John Brewin’s report has just landed so I’ll leave you with that.
Thanks for hanging with me. What a weird game. Surely Martin’s last. Big Ange has some breathing room after that thumping win.
Catch you next time.
James Maddison is recognised as the player of the match.
Here’s what he has to say:
A great night. It was an important night for us. You can see big teams struggling throughout the league. So make no mistake how important that victory and performance is. That was a big night for us.
[Spence] is a great lad. I told him before, go and do what you do. He got the ball and wriggled and that run is one I’ve been working on for years. So credit to him.
We can blow any team away in this league. We did it against Man City. That was a proper performance today and I’m proud of the lads.
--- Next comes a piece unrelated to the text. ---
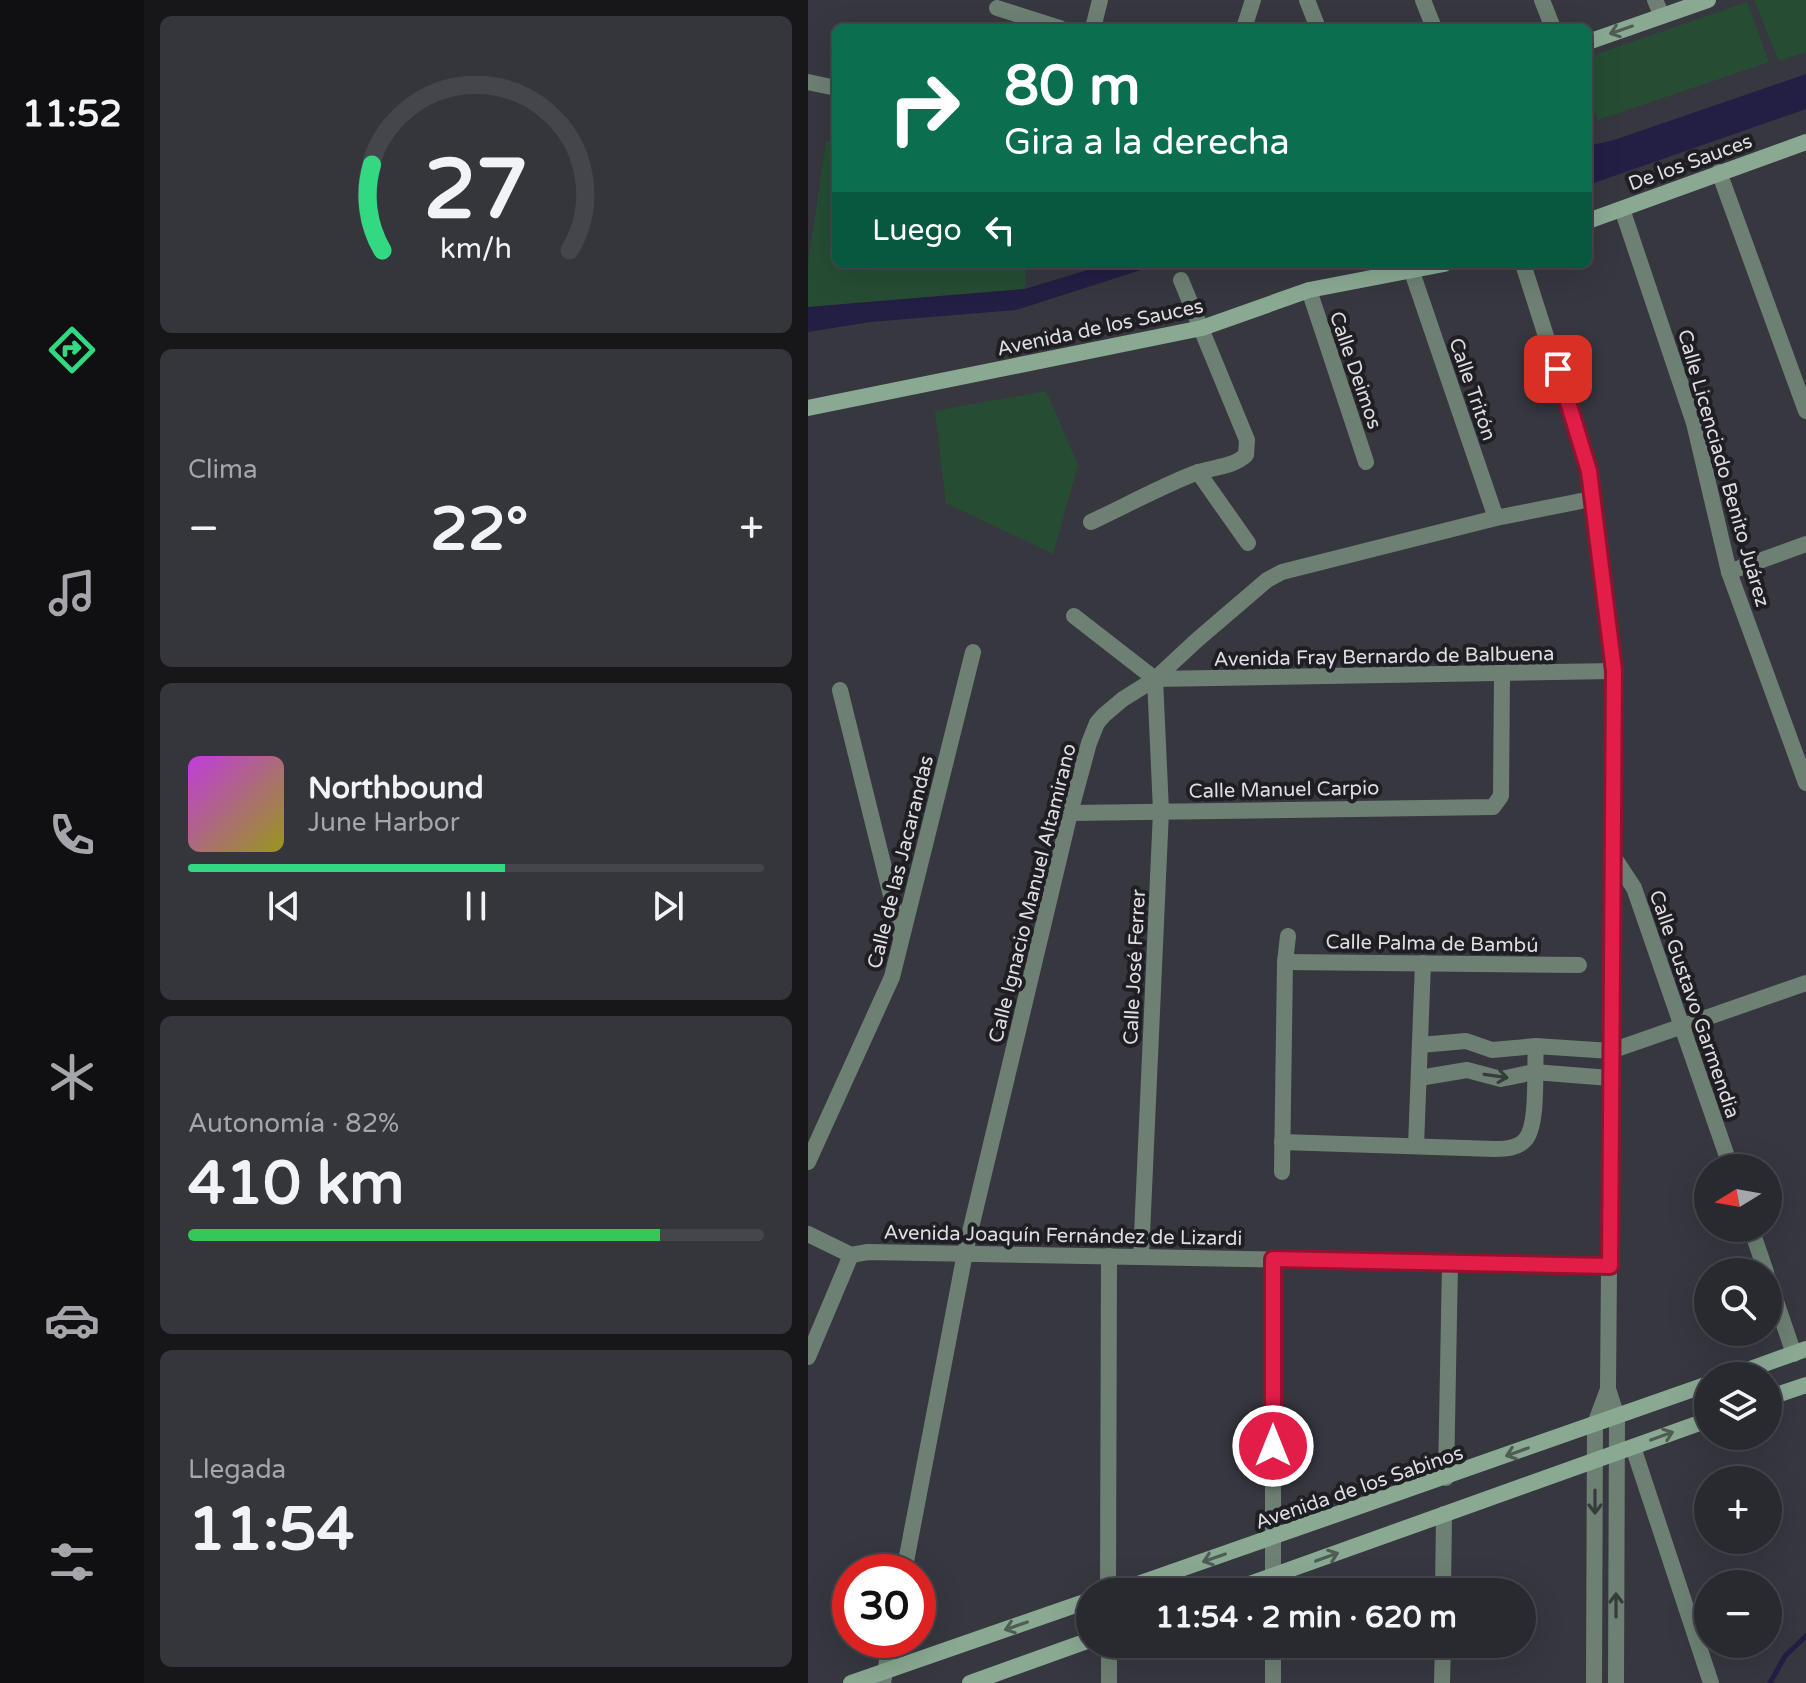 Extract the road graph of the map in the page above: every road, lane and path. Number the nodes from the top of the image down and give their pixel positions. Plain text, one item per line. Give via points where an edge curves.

Full-time: Southampton 0-5 Tottenham
Boos greet the full-time whistle. Spurs have their first win in five. Southampton are firmly rooted to the bottom of the table, four points behind 19th and nine from safety. A mad first half and a dull second. Will Martin be here tomorrow?
90+2 mins: There’s a sign being held up demanding Russell Martin’s sacking. I reckon they’ll get their wish. Walker-Peters dinks a ball to the far post but Gray beats Fernandes to the ball and it’s safely dealt with.
90 mins: Should be six. Werner’s ball from the left was superb and found Johnson about a few yards out. But rather than tap home he manages to mistime his side-foot and it’s wide.
89 mins: Dibling runs and runs but has no mate in support. He doesn’t shoot but continues to run, all the way to the byline but still has no mates around him. Eventually they come in support and he passes backwards. The attack comes to nothing. Can we call this now?
87 mins: Spurs have their first shot on target in the second half. The short corner is worked to Sarr outside the area in a central position. He takes one touch and then shoots, but straight down the middle of the goal and it’s an easy save.
86 mins: Johnson’s heavy touch takes him wider than he’d have liked so he has to cross rather than shoot. He wins a corner.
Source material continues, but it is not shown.